ABSTRACT:

Two rock mechanics issues of importance to the safety analysis of the KBS-3 repository for spent nuclear fuel are identified: 1) the risk of canister damage from seismically induced reactivations of rock fractures that intersect the canisters and 2) that of thermally induced spalling in deposition holes containing the canisters. In the safety analysis the reactivation issue is controlled by establishing respect distances between canister positions and potential earthquake faults, and is described briefly here. The handling of the spalling issue is described in more detail, using the Forsmark candidate site in Sweden as an example. The contents of the site reports and the rules for specifying the spacing between the heat-generating canisters are described. Numerical and analytical methods are used to predict the thermo-mechanical evolution of a repository at the Forsmark site at different scales. The spalling strength is found to be exceeded for a large majority of the deposition holes. The possibility of controlling the spalling and assessing its actual impact on the long term safety is discussed.

1. INTRODUCTION

1.1. General

The Swedish Nuclear Fuel and Waste Management Co (SKB) are now concluding site investigations at the Forsmark and Laxemar sites, southeast Sweden. The upcoming safety analysis SR-Site will evaluate the longterm safety consequences of constructing and taking into operation a KBS-3 repository for geological disposal of spent nuclear fuel at these sites. In the KBS-3 concept, copper canisters with a cast iron insert containing the fuel are surrounded by bentonite clay for isolation and mechanical protection [1]. The canisters are deposited in vertical deposition holes in the floor of horizontal tunnels at between 400 and 700 m depth in crystalline rock (Fig. 1).

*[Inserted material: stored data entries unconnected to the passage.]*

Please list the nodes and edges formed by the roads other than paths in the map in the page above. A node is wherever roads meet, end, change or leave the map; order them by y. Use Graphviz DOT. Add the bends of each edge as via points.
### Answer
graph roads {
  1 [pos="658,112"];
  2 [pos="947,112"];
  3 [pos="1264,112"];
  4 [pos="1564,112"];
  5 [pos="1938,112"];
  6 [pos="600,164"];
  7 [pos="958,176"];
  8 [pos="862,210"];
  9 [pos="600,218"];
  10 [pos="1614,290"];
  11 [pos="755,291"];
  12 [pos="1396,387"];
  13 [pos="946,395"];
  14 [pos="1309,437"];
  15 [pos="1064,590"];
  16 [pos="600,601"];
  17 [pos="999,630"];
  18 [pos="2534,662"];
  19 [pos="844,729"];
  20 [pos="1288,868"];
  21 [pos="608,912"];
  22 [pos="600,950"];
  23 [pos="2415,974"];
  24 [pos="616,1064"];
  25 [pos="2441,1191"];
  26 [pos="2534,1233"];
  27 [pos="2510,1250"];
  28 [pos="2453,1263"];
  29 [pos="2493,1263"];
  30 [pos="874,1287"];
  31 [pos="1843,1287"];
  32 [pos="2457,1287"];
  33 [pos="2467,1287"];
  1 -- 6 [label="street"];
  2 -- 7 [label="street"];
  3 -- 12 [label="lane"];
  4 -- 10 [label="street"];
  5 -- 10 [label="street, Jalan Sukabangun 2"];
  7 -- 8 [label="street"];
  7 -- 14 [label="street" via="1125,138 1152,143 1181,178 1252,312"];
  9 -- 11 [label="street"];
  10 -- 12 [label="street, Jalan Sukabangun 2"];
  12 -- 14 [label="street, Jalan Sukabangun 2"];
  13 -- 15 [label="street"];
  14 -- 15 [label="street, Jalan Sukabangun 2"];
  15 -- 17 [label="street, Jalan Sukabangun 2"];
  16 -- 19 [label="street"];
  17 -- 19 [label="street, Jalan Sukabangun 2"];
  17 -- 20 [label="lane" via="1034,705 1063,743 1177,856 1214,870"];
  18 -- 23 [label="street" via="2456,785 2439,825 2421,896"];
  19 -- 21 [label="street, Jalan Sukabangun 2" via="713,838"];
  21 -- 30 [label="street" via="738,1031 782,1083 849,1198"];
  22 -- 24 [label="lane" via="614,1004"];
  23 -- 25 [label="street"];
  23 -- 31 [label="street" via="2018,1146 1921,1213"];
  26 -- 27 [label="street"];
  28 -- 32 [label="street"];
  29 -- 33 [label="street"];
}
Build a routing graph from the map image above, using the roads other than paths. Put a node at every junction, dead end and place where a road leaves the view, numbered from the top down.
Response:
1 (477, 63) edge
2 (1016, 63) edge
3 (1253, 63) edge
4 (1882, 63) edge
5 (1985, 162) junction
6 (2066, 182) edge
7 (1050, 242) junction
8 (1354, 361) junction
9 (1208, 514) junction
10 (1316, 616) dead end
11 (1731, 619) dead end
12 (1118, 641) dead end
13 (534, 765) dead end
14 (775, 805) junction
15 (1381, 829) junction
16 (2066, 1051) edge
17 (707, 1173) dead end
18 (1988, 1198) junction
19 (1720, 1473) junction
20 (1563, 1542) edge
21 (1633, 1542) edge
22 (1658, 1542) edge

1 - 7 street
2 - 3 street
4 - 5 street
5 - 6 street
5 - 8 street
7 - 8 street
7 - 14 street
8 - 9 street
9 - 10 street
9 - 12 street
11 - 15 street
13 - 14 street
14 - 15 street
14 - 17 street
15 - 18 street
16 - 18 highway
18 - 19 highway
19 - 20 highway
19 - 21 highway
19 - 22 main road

Fig. 1. Schematics of KBS-3 repository at depth H below ground surface and with tunnel and canister spacing py and px, respectively.(available in full paper)

The primary safety function of the barriers of the KBS-3 multibarrier system is to isolate the waste. Should the isolation be breached, for instance because of corrosion or direct mechanical canister damage, the secondary function is to retard a potential release of radionuclides from the repository [1]. The only rock mechanics process that could cause a direct breach of the isolation would be a large shear displacement along a fracture that intersects a deposition hole, whereas there are numerous processes that potentially could influence the retardation safety function.

1.2. Isolation Safety Function

If a fracture shear displacement is fast and the fracture intersects the deposition hole at an unfavorable angle, the load transferred across the buffer may damage the canister. At present a 0.1 m fracture shear displacement across a deposition hole counts as canister damage, regardless of the shear velocity and the intersection geometry. For all time-continuous mechanical, hydromechanical and thermo-mechanical load scenarios forecasted in the 1 million year SKB safety assessment timeframe, a fracture shear displacement of that magnitude would require rock fractures with dimensions of about 500 m or more [2,3]. Fractures of such dimensions will be reliably detected during repository construction [4].